Neuroimaging is essential for diagnosis, prognosis, and follow-up. Modalities include:

CT

  • Fast, widely available
  • Sensitive for detecting acute hemorrhage, fractures, mass effect
  • Limited for non-hemorrhagic injuries
  • Normal CT
    • No evidence of bleeding, swelling, or structural damage
  • Abnormal Findings
    • Skull Fractures: Linear or depressed skull fractures may be evident, particularly in more severe cases.
    • Intracranial Hemorrhage: This can include epidural hematoma (usually biconvex in shape, often associated with arterial injury), subdural hematoma (crescent-shaped, associated with venous bleeding), subarachnoid hemorrhage (blood in the subarachnoid space, often appearing as areas of increased density over the brain surface), or intraparenchymal hemorrhage (bleeding within the brain tissue itself).
    • Cerebral Contusions: These are small, punctate areas of hemorrhage within the brain, often located at the site of direct impact or at a site opposite the impact (coup-contrecoup injury).
    • Cerebral Edema: Swelling of the brain tissue, which may lead to increased intracranial pressure.

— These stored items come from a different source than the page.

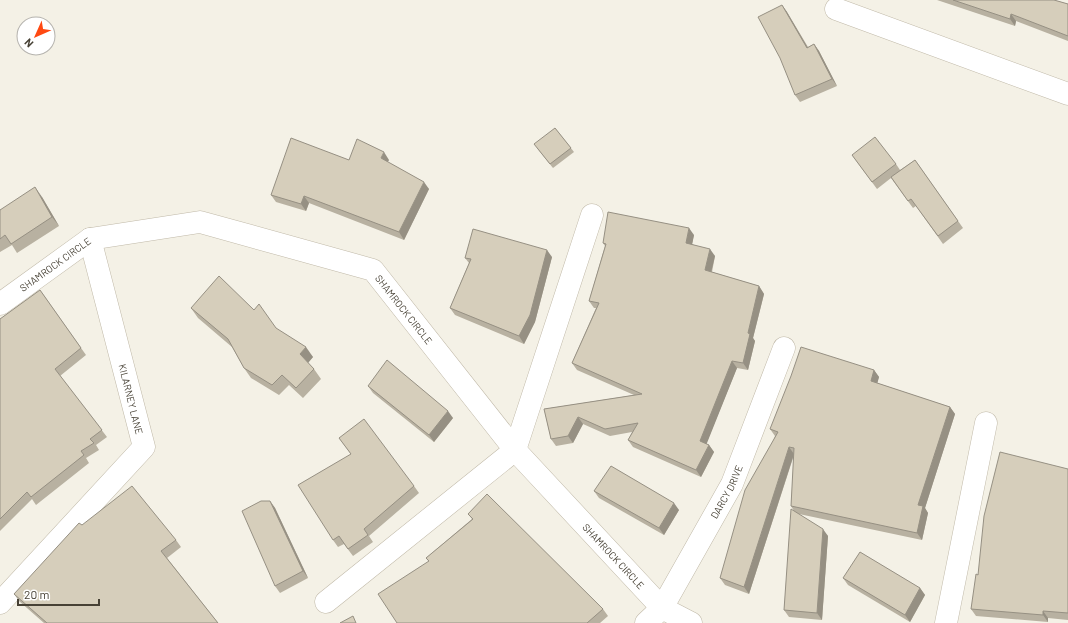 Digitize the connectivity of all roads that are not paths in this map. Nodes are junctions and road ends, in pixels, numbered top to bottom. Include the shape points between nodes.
1 (836, 9) dead end
2 (1068, 94) edge
3 (592, 215) dead end
4 (90, 239) junction
5 (0, 304) edge
6 (784, 348) dead end
7 (986, 423) dead end
8 (515, 450) junction
9 (326, 602) dead end
10 (0, 603) edge
11 (662, 608) junction
12 (646, 623) edge
13 (691, 623) edge
14 (946, 623) edge

1 - 2 street
3 - 8 street
4 - 5 street, SHAMROCK CIRCLE
4 - 8 street, SHAMROCK CIRCLE via 200,222 373,270
4 - 10 street, KILARNEY LANE via 144,447
6 - 11 street, DARCY DRIVE via 732,484
7 - 14 street
8 - 9 street
8 - 11 street, SHAMROCK CIRCLE
11 - 12 street, DARCY DRIVE
11 - 13 street, SHAMROCK CIRCLE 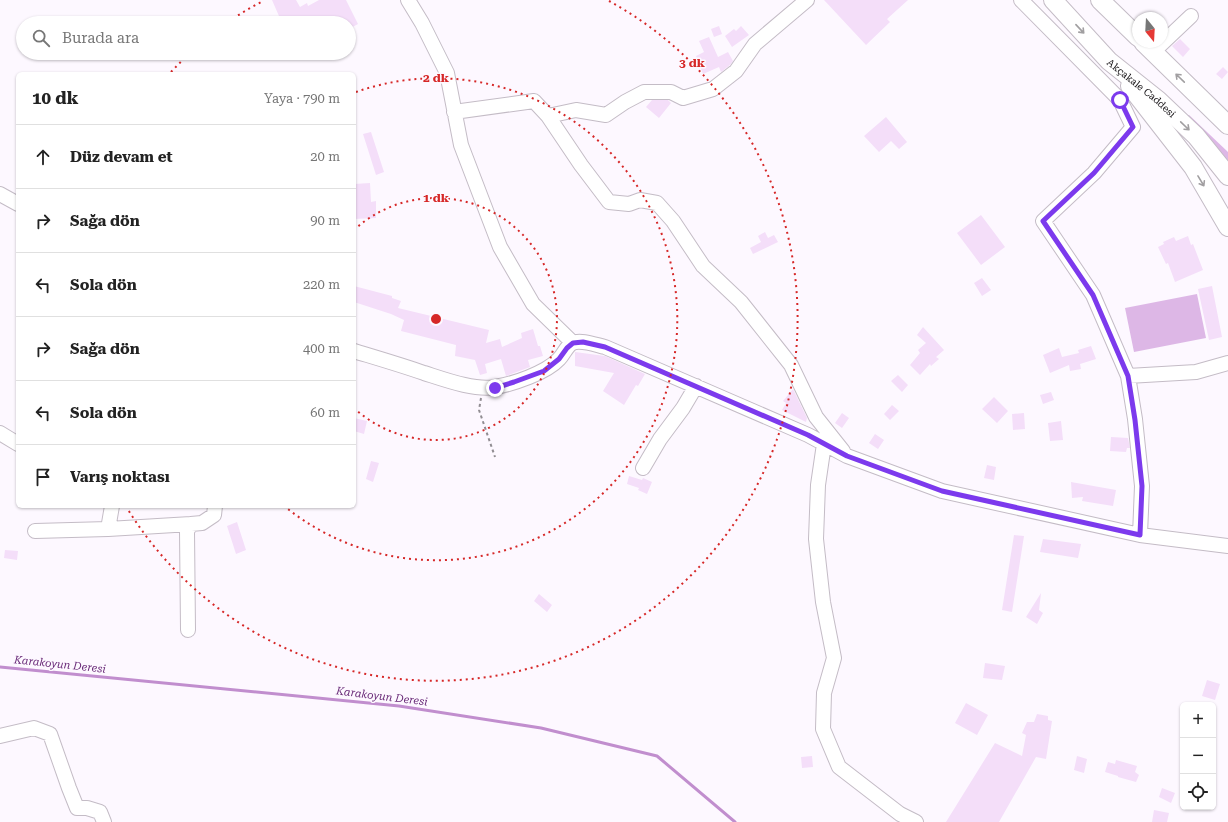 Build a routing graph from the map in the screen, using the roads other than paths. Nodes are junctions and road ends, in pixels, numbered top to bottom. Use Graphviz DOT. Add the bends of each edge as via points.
graph roads {
  1 [pos="408,0"];
  2 [pos="807,0"];
  3 [pos="1021,0"];
  4 [pos="1054,0"];
  5 [pos="1100,0"];
  6 [pos="1191,16"];
  7 [pos="1132,31"];
  8 [pos="1168,33"];
  9 [pos="1149,48"];
  10 [pos="1109,61"];
  11 [pos="454,112"];
  12 [pos="548,116"];
  13 [pos="1228,125"];
  14 [pos="1228,176"];
  15 [pos="0,194"];
  16 [pos="16,203"];
  17 [pos="1228,227"];
  18 [pos="573,343"];
  19 [pos="356,352"];
  20 [pos="1228,363"];
  21 [pos="1128,376"];
  22 [pos="696,386"];
  23 [pos="0,432"];
  24 [pos="16,443"];
  25 [pos="824,444"];
  26 [pos="847,456"];
  27 [pos="643,468"];
  28 [pos="112,508"];
  29 [pos="215,508"];
  30 [pos="191,524"];
  31 [pos="108,529"];
  32 [pos="35,531"];
  33 [pos="1140,535"];
  34 [pos="1228,546"];
  35 [pos="188,630"];
  36 [pos="0,736"];
  37 [pos="104,822"];
  38 [pos="916,822"];
  1 -- 11 [label="street" via="447,74"];
  2 -- 12 [label="street" via="755,44 736,70 713,89 683,98 670,92 644,92 606,114 576,110"];
  3 -- 21 [label="street" via="1120,100 1133,127 1094,173 1043,221 1093,295"];
  4 -- 10 [label="main road, Akçakale Caddesi, one-way"];
  5 -- 7 [label="main road"];
  6 -- 8 [label="street"];
  13 -- 9 [label="main road, one-way"];
  10 -- 14 [label="main road, Akçakale Caddesi, one-way" via="1158,100 1196,136"];
  10 -- 17 [label="main road, one-way" via="1192,167"];
  11 -- 12 [label="street" via="534,101"];
  11 -- 18 [label="street" via="461,145 500,246 532,304"];
  12 -- 26 [label="street" via="610,202 629,204 640,200 657,203 673,221 703,266 741,302 791,365 816,417"];
  15 -- 16 [label="street"];
  18 -- 19 [label="street" via="544,371 495,388 482,389"];
  18 -- 22 [label="street" via="583,342 605,347"];
  20 -- 21 [label="street" via="1196,372"];
  21 -- 33 [label="street" via="1142,486"];
  22 -- 25 [label="street"];
  22 -- 27 [label="street"];
  23 -- 24 [label="street"];
  25 -- 26 [label="street"];
  25 -- 38 [label="street" via="818,485 816,539 823,602 834,658 824,693 823,729 839,767 900,814"];
  26 -- 33 [label="street" via="942,491"];
  28 -- 31 [label="street"];
  29 -- 30 [label="street" via="214,515 202,522"];
  30 -- 31 [label="street"];
  30 -- 35 [label="street" via="187,531"];
  31 -- 32 [label="street"];
  33 -- 34 [label="street"];
  36 -- 37 [label="street" via="34,728 50,734 77,808 100,812"];
} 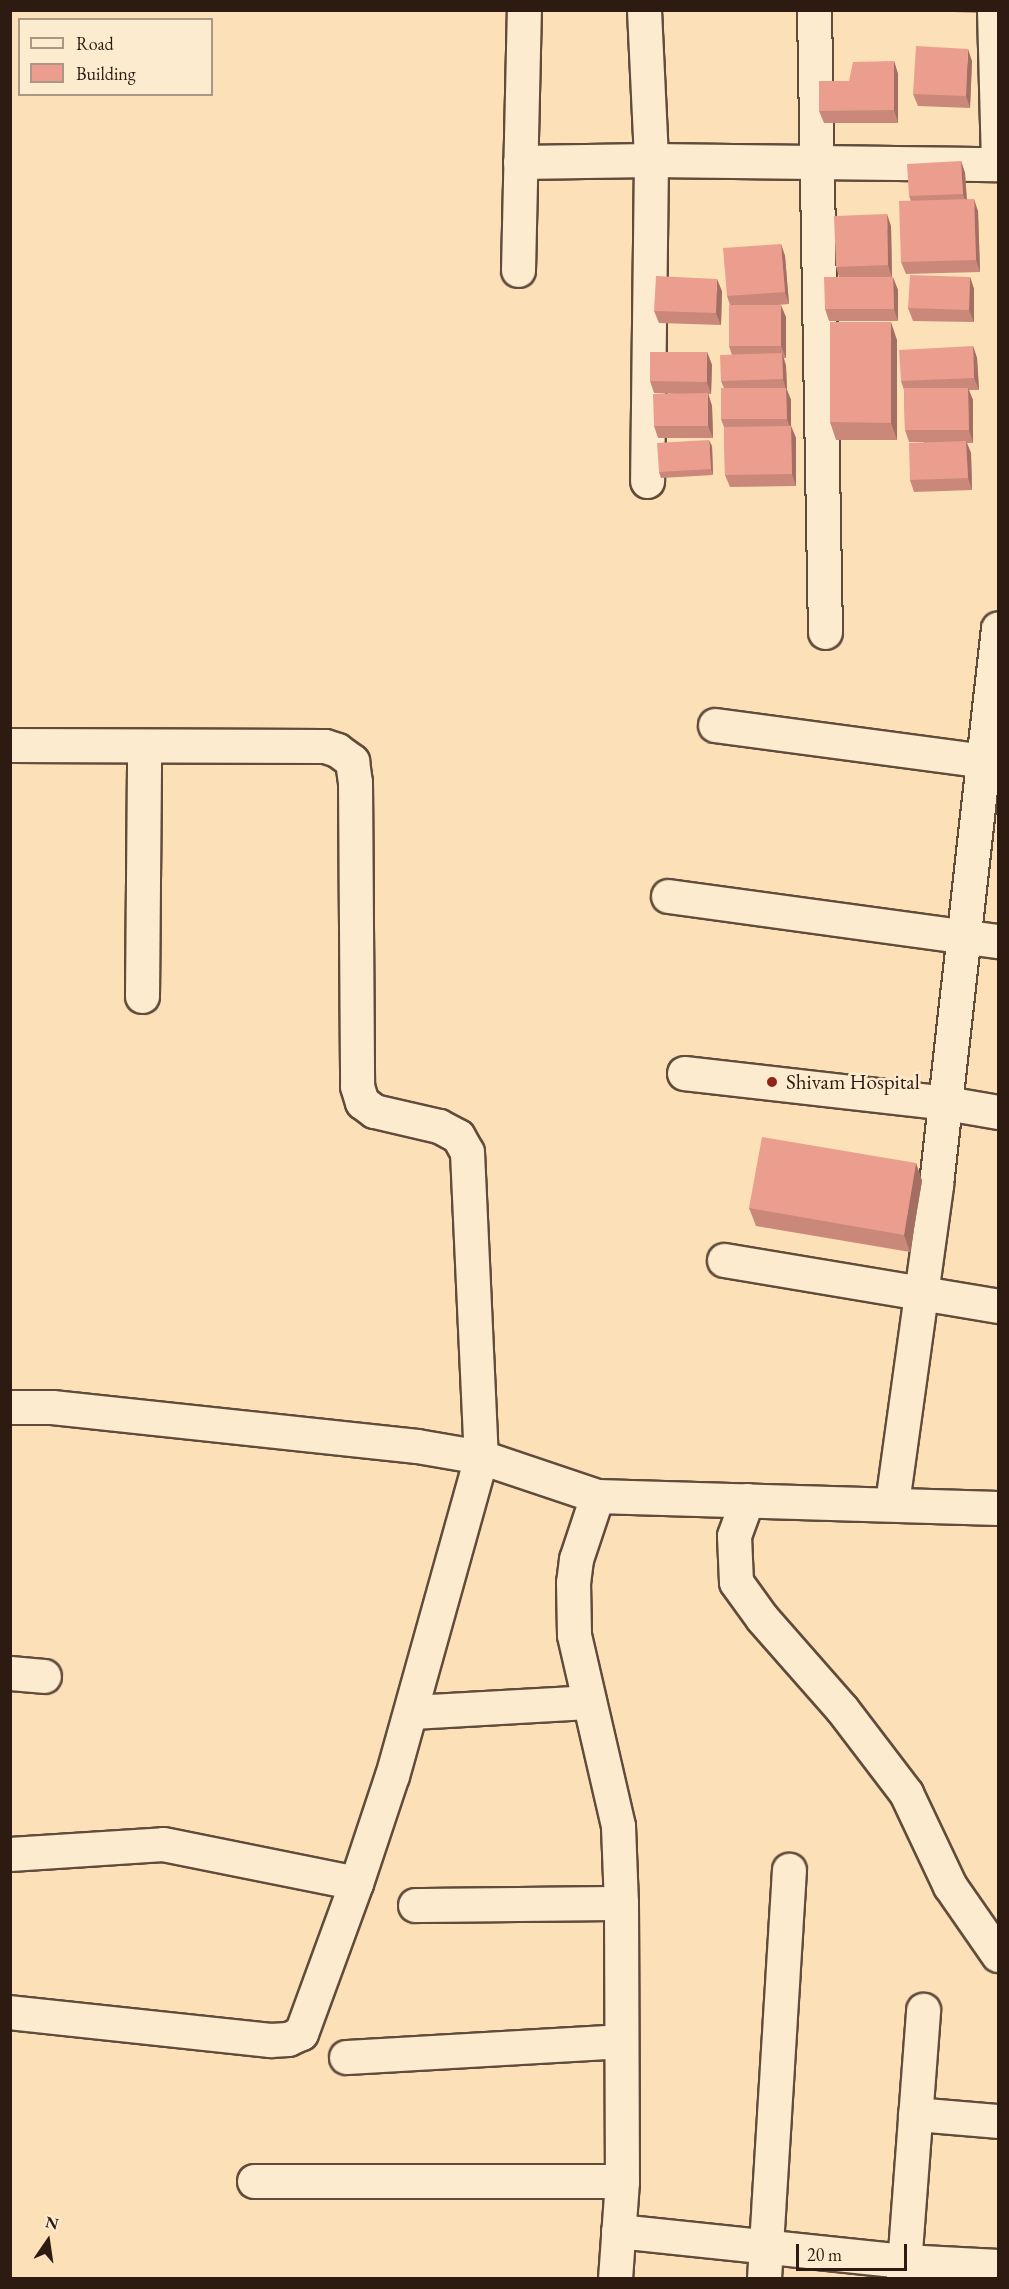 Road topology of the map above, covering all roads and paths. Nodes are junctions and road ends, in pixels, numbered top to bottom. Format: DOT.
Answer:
graph roads {
  1 [pos="524,10"];
  2 [pos="644,10"];
  3 [pos="814,10"];
  4 [pos="994,10"];
  5 [pos="651,160"];
  6 [pos="520,162"];
  7 [pos="999,163"];
  8 [pos="815,164"];
  9 [pos="518,270"];
  10 [pos="647,481"];
  11 [pos="999,628"];
  12 [pos="825,632"];
  13 [pos="715,725"];
  14 [pos="10,745"];
  15 [pos="144,747"];
  16 [pos="991,762"];
  17 [pos="668,896"];
  18 [pos="963,938"];
  19 [pos="999,941"];
  20 [pos="142,996"];
  21 [pos="684,1073"];
  22 [pos="946,1103"];
  23 [pos="999,1112"];
  24 [pos="724,1260"];
  25 [pos="921,1294"];
  26 [pos="999,1306"];
  27 [pos="10,1407"];
  28 [pos="481,1457"];
  29 [pos="597,1496"];
  30 [pos="747,1500"];
  31 [pos="892,1503"];
  32 [pos="999,1508"];
  33 [pos="10,1673"];
  34 [pos="44,1676"];
  35 [pos="589,1702"];
  36 [pos="411,1712"];
  37 [pos="10,1854"];
  38 [pos="789,1870"];
  39 [pos="356,1882"];
  40 [pos="621,1903"];
  41 [pos="414,1905"];
  42 [pos="999,1955"];
  43 [pos="923,2010"];
  44 [pos="10,2012"];
  45 [pos="621,2041"];
  46 [pos="346,2057"];
  47 [pos="915,2114"];
  48 [pos="999,2121"];
  49 [pos="254,2181"];
  50 [pos="622,2181"];
  51 [pos="618,2231"];
  52 [pos="765,2263"];
  53 [pos="999,2266"];
  54 [pos="903,2270"];
  55 [pos="615,2278"];
  1 -- 6 [label="street"];
  2 -- 5 [label="street"];
  3 -- 8 [label="street"];
  4 -- 7 [label="street"];
  5 -- 6 [label="street"];
  5 -- 8 [label="street"];
  5 -- 10 [label="street"];
  6 -- 9 [label="street"];
  7 -- 8 [label="street"];
  8 -- 12 [label="street"];
  11 -- 16 [label="street"];
  13 -- 16 [label="street"];
  14 -- 15 [label="street"];
  15 -- 20 [label="street"];
  15 -- 28 [label="street"];
  16 -- 18 [label="street"];
  17 -- 18 [label="street"];
  18 -- 19 [label="street"];
  18 -- 22 [label="street"];
  21 -- 22 [label="street"];
  22 -- 23 [label="street"];
  22 -- 25 [label="street"];
  24 -- 25 [label="street"];
  25 -- 26 [label="street"];
  25 -- 31 [label="street"];
  27 -- 28 [label="street"];
  28 -- 29 [label="street"];
  28 -- 36 [label="street"];
  29 -- 30 [label="street"];
  29 -- 35 [label="street"];
  30 -- 31 [label="street"];
  30 -- 42 [label="street"];
  31 -- 32 [label="street"];
  33 -- 34 [label="street"];
  35 -- 36 [label="street"];
  35 -- 40 [label="street"];
  36 -- 39 [label="street"];
  37 -- 39 [label="street"];
  38 -- 52 [label="street"];
  39 -- 44 [label="street"];
  40 -- 41 [label="street"];
  40 -- 45 [label="street"];
  43 -- 47 [label="street"];
  45 -- 46 [label="street"];
  45 -- 50 [label="street"];
  47 -- 48 [label="street"];
  47 -- 54 [label="street"];
  49 -- 50 [label="street"];
  50 -- 51 [label="street"];
  51 -- 52 [label="street"];
  51 -- 55 [label="street"];
  52 -- 54 [label="street"];
  53 -- 54 [label="street"];
}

It appears as areas of decreased density.
    • Brain Herniation: Displacement of brain tissue from its normal location, which can be life-threatening. This might include signs like cingulate herniation under the falx cerebri or uncal herniation into the tentorium.

MRI

  • More sensitive than CT
  • Better for non-hemorrhagic pathology
  • Provides info on extent/location of injury, recovery potential
  • Less accessible acutely, safety/monitoring challenges
  • Abnormal Findings
    • Diffuse Axonal Injury (DAI): MRI is particularly sensitive to DAI, which appears as multiple small, scattered white matter lesions on T2-weighted images. These lesions represent shearing of axons due to rotational forces during injury.
    • Microhemorrhages: Small areas of bleeding that might not be visible on CT can be detected on MRI, especially with susceptibility-weighted imaging (SWI) or gradient echo sequences.
    • Non-Hemorrhagic Contusions: Bruising of the brain tissue without significant bleeding can be better visualized on MRI.
    • Post-Traumatic Brain Atrophy: Over time, MRI can show loss of brain volume which is indicative of the chronic effects of TBI.
    • Shearing Injuries: MRI can detect subtle injuries to the white matter tracts of the brain, which might be missed on CT scans.